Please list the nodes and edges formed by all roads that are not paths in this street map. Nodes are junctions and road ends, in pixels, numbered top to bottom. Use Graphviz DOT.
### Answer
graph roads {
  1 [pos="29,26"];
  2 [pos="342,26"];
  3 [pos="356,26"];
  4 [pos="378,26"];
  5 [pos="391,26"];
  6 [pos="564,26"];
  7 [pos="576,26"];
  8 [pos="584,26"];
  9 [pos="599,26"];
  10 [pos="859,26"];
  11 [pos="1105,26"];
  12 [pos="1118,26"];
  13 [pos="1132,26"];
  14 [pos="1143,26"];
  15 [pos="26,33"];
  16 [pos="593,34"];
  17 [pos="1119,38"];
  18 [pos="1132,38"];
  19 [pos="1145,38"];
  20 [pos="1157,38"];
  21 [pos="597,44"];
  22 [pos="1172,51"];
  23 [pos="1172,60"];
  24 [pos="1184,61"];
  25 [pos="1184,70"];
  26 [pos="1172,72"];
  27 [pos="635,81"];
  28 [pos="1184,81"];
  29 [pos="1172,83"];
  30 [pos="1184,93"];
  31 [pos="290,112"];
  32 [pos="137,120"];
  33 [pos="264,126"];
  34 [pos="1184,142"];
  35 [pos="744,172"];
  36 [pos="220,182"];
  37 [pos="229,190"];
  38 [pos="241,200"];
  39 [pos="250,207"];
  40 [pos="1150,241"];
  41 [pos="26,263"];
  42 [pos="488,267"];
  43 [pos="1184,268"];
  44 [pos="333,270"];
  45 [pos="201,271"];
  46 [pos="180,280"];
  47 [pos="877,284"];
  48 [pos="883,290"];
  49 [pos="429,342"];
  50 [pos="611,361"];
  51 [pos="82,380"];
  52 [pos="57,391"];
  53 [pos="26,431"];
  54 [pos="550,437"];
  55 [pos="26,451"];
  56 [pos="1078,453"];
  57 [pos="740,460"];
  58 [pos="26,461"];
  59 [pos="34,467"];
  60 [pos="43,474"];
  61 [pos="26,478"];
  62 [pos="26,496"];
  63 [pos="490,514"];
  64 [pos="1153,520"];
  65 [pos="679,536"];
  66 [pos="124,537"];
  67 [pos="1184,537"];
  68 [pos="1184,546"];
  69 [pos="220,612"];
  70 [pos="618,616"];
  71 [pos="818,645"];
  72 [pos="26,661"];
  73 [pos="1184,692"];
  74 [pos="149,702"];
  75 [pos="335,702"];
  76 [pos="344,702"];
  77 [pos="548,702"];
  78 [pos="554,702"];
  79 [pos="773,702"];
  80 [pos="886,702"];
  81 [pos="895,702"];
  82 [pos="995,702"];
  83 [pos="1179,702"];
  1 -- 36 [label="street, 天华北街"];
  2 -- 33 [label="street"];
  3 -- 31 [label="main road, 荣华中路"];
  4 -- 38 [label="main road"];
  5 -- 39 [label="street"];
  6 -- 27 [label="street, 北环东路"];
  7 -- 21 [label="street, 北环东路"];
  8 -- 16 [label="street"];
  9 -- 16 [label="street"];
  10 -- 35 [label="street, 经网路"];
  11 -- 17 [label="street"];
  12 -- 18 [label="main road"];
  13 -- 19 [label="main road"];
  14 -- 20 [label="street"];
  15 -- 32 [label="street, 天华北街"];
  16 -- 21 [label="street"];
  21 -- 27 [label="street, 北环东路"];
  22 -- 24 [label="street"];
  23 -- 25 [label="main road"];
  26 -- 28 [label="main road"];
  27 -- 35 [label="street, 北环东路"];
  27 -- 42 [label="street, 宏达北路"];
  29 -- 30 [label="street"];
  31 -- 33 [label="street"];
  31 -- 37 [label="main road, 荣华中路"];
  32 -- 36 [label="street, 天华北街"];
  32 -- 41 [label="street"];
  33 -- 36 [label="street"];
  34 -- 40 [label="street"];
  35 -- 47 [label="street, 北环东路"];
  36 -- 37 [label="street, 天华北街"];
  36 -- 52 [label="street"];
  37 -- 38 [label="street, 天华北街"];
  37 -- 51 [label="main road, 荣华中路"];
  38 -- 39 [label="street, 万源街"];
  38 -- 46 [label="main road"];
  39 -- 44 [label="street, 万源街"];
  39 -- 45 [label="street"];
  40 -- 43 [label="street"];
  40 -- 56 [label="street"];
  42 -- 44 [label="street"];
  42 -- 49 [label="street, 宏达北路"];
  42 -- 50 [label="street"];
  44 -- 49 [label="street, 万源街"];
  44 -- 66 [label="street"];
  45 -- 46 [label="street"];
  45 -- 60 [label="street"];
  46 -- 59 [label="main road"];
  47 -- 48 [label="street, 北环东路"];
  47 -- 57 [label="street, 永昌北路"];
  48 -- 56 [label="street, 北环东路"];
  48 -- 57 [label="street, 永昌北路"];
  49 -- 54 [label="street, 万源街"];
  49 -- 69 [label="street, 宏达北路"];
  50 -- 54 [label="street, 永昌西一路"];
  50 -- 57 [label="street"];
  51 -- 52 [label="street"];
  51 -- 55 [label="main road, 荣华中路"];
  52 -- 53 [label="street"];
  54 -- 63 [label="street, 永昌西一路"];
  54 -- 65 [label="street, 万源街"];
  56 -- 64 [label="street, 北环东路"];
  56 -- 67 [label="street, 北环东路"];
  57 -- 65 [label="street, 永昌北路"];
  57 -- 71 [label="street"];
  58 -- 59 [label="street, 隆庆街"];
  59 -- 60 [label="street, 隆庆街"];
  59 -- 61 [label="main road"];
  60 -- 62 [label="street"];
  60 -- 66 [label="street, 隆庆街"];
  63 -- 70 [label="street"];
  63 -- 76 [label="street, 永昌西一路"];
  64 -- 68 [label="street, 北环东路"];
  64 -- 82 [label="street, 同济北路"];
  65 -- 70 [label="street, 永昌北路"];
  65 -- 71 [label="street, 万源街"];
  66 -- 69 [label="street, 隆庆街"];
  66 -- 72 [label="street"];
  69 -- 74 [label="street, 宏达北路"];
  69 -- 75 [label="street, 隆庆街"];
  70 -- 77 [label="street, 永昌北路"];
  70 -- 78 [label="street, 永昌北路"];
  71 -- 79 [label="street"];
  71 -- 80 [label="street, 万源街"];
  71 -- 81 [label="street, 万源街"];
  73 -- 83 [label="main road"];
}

^^^^^^^^^^^^^^^^

- **What the task requires**: Write the records above out again, exactly as they are.

- **Response box**:
Please list the nodes and edges formed by all roads that are not paths in this street map. Nodes are junctions and road ends, in pixels, numbered top to bottom. Use Graphviz DOT.
### Answer
graph roads {
  1 [pos="29,26"];
  2 [pos="342,26"];
  3 [pos="356,26"];
  4 [pos="378,26"];
  5 [pos="391,26"];
  6 [pos="564,26"];
  7 [pos="576,26"];
  8 [pos="584,26"];
  9 [pos="599,26"];
  10 [pos="859,26"];
  11 [pos="1105,26"];
  12 [pos="1118,26"];
  13 [pos="1132,26"];
  14 [pos="1143,26"];
  15 [pos="26,33"];
  16 [pos="593,34"];
  17 [pos="1119,38"];
  18 [pos="1132,38"];
  19 [pos="1145,38"];
  20 [pos="1157,38"];
  21 [pos="597,44"];
  22 [pos="1172,51"];
  23 [pos="1172,60"];
  24 [pos="1184,61"];
  25 [pos="1184,70"];
  26 [pos="1172,72"];
  27 [pos="635,81"];
  28 [pos="1184,81"];
  29 [pos="1172,83"];
  30 [pos="1184,93"];
  31 [pos="290,112"];
  32 [pos="137,120"];
  33 [pos="264,126"];
  34 [pos="1184,142"];
  35 [pos="744,172"];
  36 [pos="220,182"];
  37 [pos="229,190"];
  38 [pos="241,200"];
  39 [pos="250,207"];
  40 [pos="1150,241"];
  41 [pos="26,263"];
  42 [pos="488,267"];
  43 [pos="1184,268"];
  44 [pos="333,270"];
  45 [pos="201,271"];
  46 [pos="180,280"];
  47 [pos="877,284"];
  48 [pos="883,290"];
  49 [pos="429,342"];
  50 [pos="611,361"];
  51 [pos="82,380"];
  52 [pos="57,391"];
  53 [pos="26,431"];
  54 [pos="550,437"];
  55 [pos="26,451"];
  56 [pos="1078,453"];
  57 [pos="740,460"];
  58 [pos="26,461"];
  59 [pos="34,467"];
  60 [pos="43,474"];
  61 [pos="26,478"];
  62 [pos="26,496"];
  63 [pos="490,514"];
  64 [pos="1153,520"];
  65 [pos="679,536"];
  66 [pos="124,537"];
  67 [pos="1184,537"];
  68 [pos="1184,546"];
  69 [pos="220,612"];
  70 [pos="618,616"];
  71 [pos="818,645"];
  72 [pos="26,661"];
  73 [pos="1184,692"];
  74 [pos="149,702"];
  75 [pos="335,702"];
  76 [pos="344,702"];
  77 [pos="548,702"];
  78 [pos="554,702"];
  79 [pos="773,702"];
  80 [pos="886,702"];
  81 [pos="895,702"];
  82 [pos="995,702"];
  83 [pos="1179,702"];
  1 -- 36 [label="street, 天华北街"];
  2 -- 33 [label="street"];
  3 -- 31 [label="main road, 荣华中路"];
  4 -- 38 [label="main road"];
  5 -- 39 [label="street"];
  6 -- 27 [label="street, 北环东路"];
  7 -- 21 [label="street, 北环东路"];
  8 -- 16 [label="street"];
  9 -- 16 [label="street"];
  10 -- 35 [label="street, 经网路"];
  11 -- 17 [label="street"];
  12 -- 18 [label="main road"];
  13 -- 19 [label="main road"];
  14 -- 20 [label="street"];
  15 -- 32 [label="street, 天华北街"];
  16 -- 21 [label="street"];
  21 -- 27 [label="street, 北环东路"];
  22 -- 24 [label="street"];
  23 -- 25 [label="main road"];
  26 -- 28 [label="main road"];
  27 -- 35 [label="street, 北环东路"];
  27 -- 42 [label="street, 宏达北路"];
  29 -- 30 [label="street"];
  31 -- 33 [label="street"];
  31 -- 37 [label="main road, 荣华中路"];
  32 -- 36 [label="street, 天华北街"];
  32 -- 41 [label="street"];
  33 -- 36 [label="street"];
  34 -- 40 [label="street"];
  35 -- 47 [label="street, 北环东路"];
  36 -- 37 [label="street, 天华北街"];
  36 -- 52 [label="street"];
  37 -- 38 [label="street, 天华北街"];
  37 -- 51 [label="main road, 荣华中路"];
  38 -- 39 [label="street, 万源街"];
  38 -- 46 [label="main road"];
  39 -- 44 [label="street, 万源街"];
  39 -- 45 [label="street"];
  40 -- 43 [label="street"];
  40 -- 56 [label="street"];
  42 -- 44 [label="street"];
  42 -- 49 [label="street, 宏达北路"];
  42 -- 50 [label="street"];
  44 -- 49 [label="street, 万源街"];
  44 -- 66 [label="street"];
  45 -- 46 [label="street"];
  45 -- 60 [label="street"];
  46 -- 59 [label="main road"];
  47 -- 48 [label="street, 北环东路"];
  47 -- 57 [label="street, 永昌北路"];
  48 -- 56 [label="street, 北环东路"];
  48 -- 57 [label="street, 永昌北路"];
  49 -- 54 [label="street, 万源街"];
  49 -- 69 [label="street, 宏达北路"];
  50 -- 54 [label="street, 永昌西一路"];
  50 -- 57 [label="street"];
  51 -- 52 [label="street"];
  51 -- 55 [label="main road, 荣华中路"];
  52 -- 53 [label="street"];
  54 -- 63 [label="street, 永昌西一路"];
  54 -- 65 [label="street, 万源街"];
  56 -- 64 [label="street, 北环东路"];
  56 -- 67 [label="street, 北环东路"];
  57 -- 65 [label="street, 永昌北路"];
  57 -- 71 [label="street"];
  58 -- 59 [label="street, 隆庆街"];
  59 -- 60 [label="street, 隆庆街"];
  59 -- 61 [label="main road"];
  60 -- 62 [label="street"];
  60 -- 66 [label="street, 隆庆街"];
  63 -- 70 [label="street"];
  63 -- 76 [label="street, 永昌西一路"];
  64 -- 68 [label="street, 北环东路"];
  64 -- 82 [label="street, 同济北路"];
  65 -- 70 [label="street, 永昌北路"];
  65 -- 71 [label="street, 万源街"];
  66 -- 69 [label="street, 隆庆街"];
  66 -- 72 [label="street"];
  69 -- 74 [label="street, 宏达北路"];
  69 -- 75 [label="street, 隆庆街"];
  70 -- 77 [label="street, 永昌北路"];
  70 -- 78 [label="street, 永昌北路"];
  71 -- 79 [label="street"];
  71 -- 80 [label="street, 万源街"];
  71 -- 81 [label="street, 万源街"];
  73 -- 83 [label="main road"];
}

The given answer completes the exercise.